======== RAW DATA ========

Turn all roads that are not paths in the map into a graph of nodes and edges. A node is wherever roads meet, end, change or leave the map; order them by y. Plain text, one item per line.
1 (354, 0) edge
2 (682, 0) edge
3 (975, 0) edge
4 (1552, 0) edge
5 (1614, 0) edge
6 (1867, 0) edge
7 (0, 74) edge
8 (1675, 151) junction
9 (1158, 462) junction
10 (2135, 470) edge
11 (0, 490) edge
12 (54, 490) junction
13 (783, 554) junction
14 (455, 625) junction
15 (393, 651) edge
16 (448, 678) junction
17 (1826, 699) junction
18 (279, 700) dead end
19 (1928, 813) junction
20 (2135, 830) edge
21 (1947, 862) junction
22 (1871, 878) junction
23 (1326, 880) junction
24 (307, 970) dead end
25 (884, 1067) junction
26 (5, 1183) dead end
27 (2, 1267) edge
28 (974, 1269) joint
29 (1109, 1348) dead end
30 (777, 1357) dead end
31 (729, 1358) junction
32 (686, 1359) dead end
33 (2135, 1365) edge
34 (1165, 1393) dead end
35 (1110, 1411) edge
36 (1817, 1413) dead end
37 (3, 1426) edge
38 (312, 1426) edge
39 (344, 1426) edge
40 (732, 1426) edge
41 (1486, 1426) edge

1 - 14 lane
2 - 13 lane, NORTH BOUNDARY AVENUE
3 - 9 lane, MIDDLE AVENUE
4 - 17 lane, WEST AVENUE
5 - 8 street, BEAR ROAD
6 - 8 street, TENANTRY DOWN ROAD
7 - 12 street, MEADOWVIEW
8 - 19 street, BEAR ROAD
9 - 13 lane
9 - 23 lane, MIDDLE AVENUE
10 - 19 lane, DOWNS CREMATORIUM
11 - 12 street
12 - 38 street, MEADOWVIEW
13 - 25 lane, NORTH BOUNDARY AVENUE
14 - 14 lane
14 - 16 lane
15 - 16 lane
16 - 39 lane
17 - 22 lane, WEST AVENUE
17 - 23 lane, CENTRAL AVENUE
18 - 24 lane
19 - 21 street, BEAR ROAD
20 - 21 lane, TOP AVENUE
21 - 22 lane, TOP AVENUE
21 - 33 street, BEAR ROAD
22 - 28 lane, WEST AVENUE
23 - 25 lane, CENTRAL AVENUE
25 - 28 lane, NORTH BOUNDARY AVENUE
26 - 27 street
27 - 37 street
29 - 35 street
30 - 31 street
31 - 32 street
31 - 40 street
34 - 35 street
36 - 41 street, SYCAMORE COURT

========

Line by line, retype all the entries exactly as they are shown.

Turn all roads that are not paths in the map into a graph of nodes and edges. A node is wherever roads meet, end, change or leave the map; order them by y. Plain text, one item per line.
1 (354, 0) edge
2 (682, 0) edge
3 (975, 0) edge
4 (1552, 0) edge
5 (1614, 0) edge
6 (1867, 0) edge
7 (0, 74) edge
8 (1675, 151) junction
9 (1158, 462) junction
10 (2135, 470) edge
11 (0, 490) edge
12 (54, 490) junction
13 (783, 554) junction
14 (455, 625) junction
15 (393, 651) edge
16 (448, 678) junction
17 (1826, 699) junction
18 (279, 700) dead end
19 (1928, 813) junction
20 (2135, 830) edge
21 (1947, 862) junction
22 (1871, 878) junction
23 (1326, 880) junction
24 (307, 970) dead end
25 (884, 1067) junction
26 (5, 1183) dead end
27 (2, 1267) edge
28 (974, 1269) joint
29 (1109, 1348) dead end
30 (777, 1357) dead end
31 (729, 1358) junction
32 (686, 1359) dead end
33 (2135, 1365) edge
34 (1165, 1393) dead end
35 (1110, 1411) edge
36 (1817, 1413) dead end
37 (3, 1426) edge
38 (312, 1426) edge
39 (344, 1426) edge
40 (732, 1426) edge
41 (1486, 1426) edge

1 - 14 lane
2 - 13 lane, NORTH BOUNDARY AVENUE
3 - 9 lane, MIDDLE AVENUE
4 - 17 lane, WEST AVENUE
5 - 8 street, BEAR ROAD
6 - 8 street, TENANTRY DOWN ROAD
7 - 12 street, MEADOWVIEW
8 - 19 street, BEAR ROAD
9 - 13 lane
9 - 23 lane, MIDDLE AVENUE
10 - 19 lane, DOWNS CREMATORIUM
11 - 12 street
12 - 38 street, MEADOWVIEW
13 - 25 lane, NORTH BOUNDARY AVENUE
14 - 14 lane
14 - 16 lane
15 - 16 lane
16 - 39 lane
17 - 22 lane, WEST AVENUE
17 - 23 lane, CENTRAL AVENUE
18 - 24 lane
19 - 21 street, BEAR ROAD
20 - 21 lane, TOP AVENUE
21 - 22 lane, TOP AVENUE
21 - 33 street, BEAR ROAD
22 - 28 lane, WEST AVENUE
23 - 25 lane, CENTRAL AVENUE
25 - 28 lane, NORTH BOUNDARY AVENUE
26 - 27 street
27 - 37 street
29 - 35 street
30 - 31 street
31 - 32 street
31 - 40 street
34 - 35 street
36 - 41 street, SYCAMORE COURT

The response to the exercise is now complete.